USD Index reaches 7 month highs, but will FOMC reverse things?

Today’s highlight is the FOMC Minutes from the September 21st FED meeting. The Minutes will give further insights as to the stance of the FED members towards raising rates in December and will reveal under how much pressure Janet Yellen is. So far the chances for a late year hike are 75%, and the more they increase, the more the USD benefits. The USD has also benefited as Democratic presidential nominee Hillary Clinton widened her lead in opinion polls over Republican rival Donald Trump. Yesterday the markets were relatively calm for most of the day, with the USD rallying towards the end of the European Session.

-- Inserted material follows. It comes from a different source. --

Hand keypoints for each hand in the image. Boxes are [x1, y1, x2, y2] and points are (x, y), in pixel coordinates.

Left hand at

Currencies: The Dollar Index has made new highs yesterday across the board reaching new 7 month highs. More notably, GBPUSD was the weakest currency once again, with the old lady dropping to 1.2088 from 1.2350 highs, before trading at 1.2266 at time of writing. The Pounds rebound is attributed to reports that Theresa May has accepted that Parliament should be allowed to vote on her Brexit Plan. EURUSD posted also a 2-month low by reaching 1.1030 lows from 1.1130 yesterday. Elsewhere, the USDJPY’s rally was halted yesterday on the back of softer stock prices. Commodity currencies rallied with AUDUSD rising from 0.7535 to 0.7590, while NZDUSD rose from 0.7050 to 0.7095.

Stocks: Shares in Asia are mixed today, with Shanghai down and Nikkei up a mere 0.25%. Overnight, U.S. stocks were lower after the close on Tuesday, as losses in the Healthcare, Basic Materials and Utilities sectors led shares lower. European shares have opened flat, after being sold off from their highs yesterday afternoon. Today’s FOMC Minutes will set a new direction so caution is advised.

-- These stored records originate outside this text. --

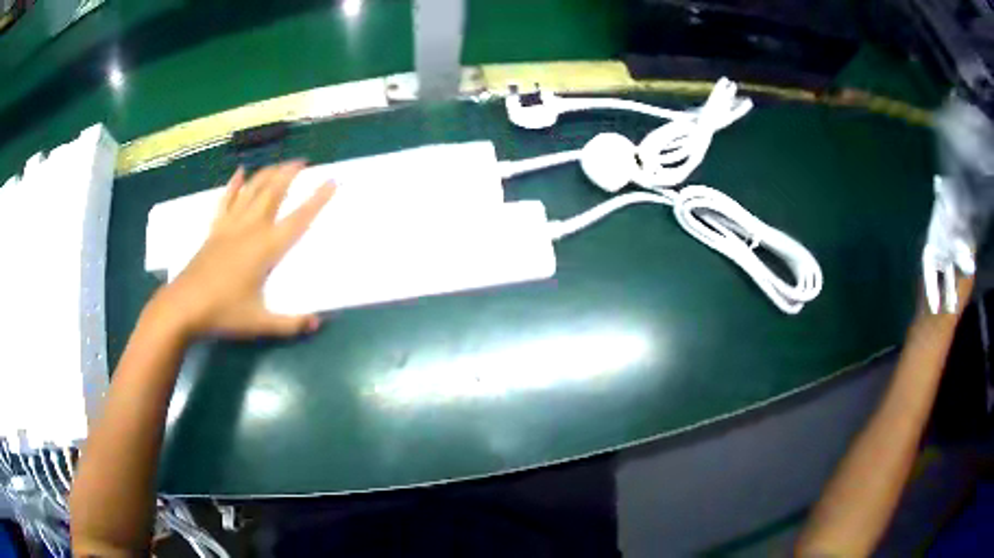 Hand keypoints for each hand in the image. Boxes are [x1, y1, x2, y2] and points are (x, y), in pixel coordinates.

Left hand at [148, 161, 334, 338]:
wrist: (183, 306)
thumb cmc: (223, 312)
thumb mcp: (259, 323)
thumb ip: (290, 324)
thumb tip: (318, 324)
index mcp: (265, 248)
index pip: (298, 219)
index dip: (317, 200)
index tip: (331, 181)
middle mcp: (250, 229)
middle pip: (273, 193)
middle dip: (289, 174)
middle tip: (302, 161)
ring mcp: (229, 226)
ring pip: (251, 191)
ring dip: (267, 174)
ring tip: (279, 163)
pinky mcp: (214, 230)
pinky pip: (226, 200)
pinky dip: (233, 185)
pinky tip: (239, 172) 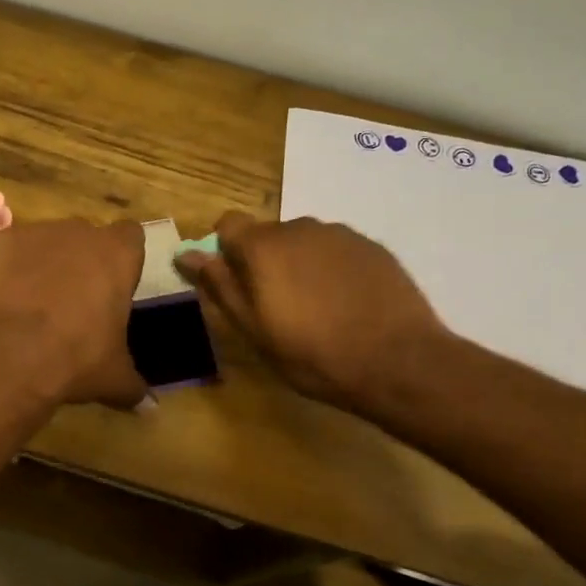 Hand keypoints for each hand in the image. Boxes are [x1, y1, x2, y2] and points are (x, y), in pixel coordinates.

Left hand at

Oil and Gold: Gold Prices fell on Tuesday as a stronger Dollar amid expectations of a rate hike are putting pressure on the precious metal. Gold dropped to $1252 from $1261 highs. Just 7 trading sessions ago, Gold was trading over $1310, a price swing that shows how directly the correlation is against the USD. Oil prices have risen once again, setting roots over the $50 mark, as Russia expressed its willingness to cut production. The prices have fallen since then though as Igor Sechin, the head of Russia’s state-own energy company Rosneft and Russia’s largest oil producer, is against the proposal.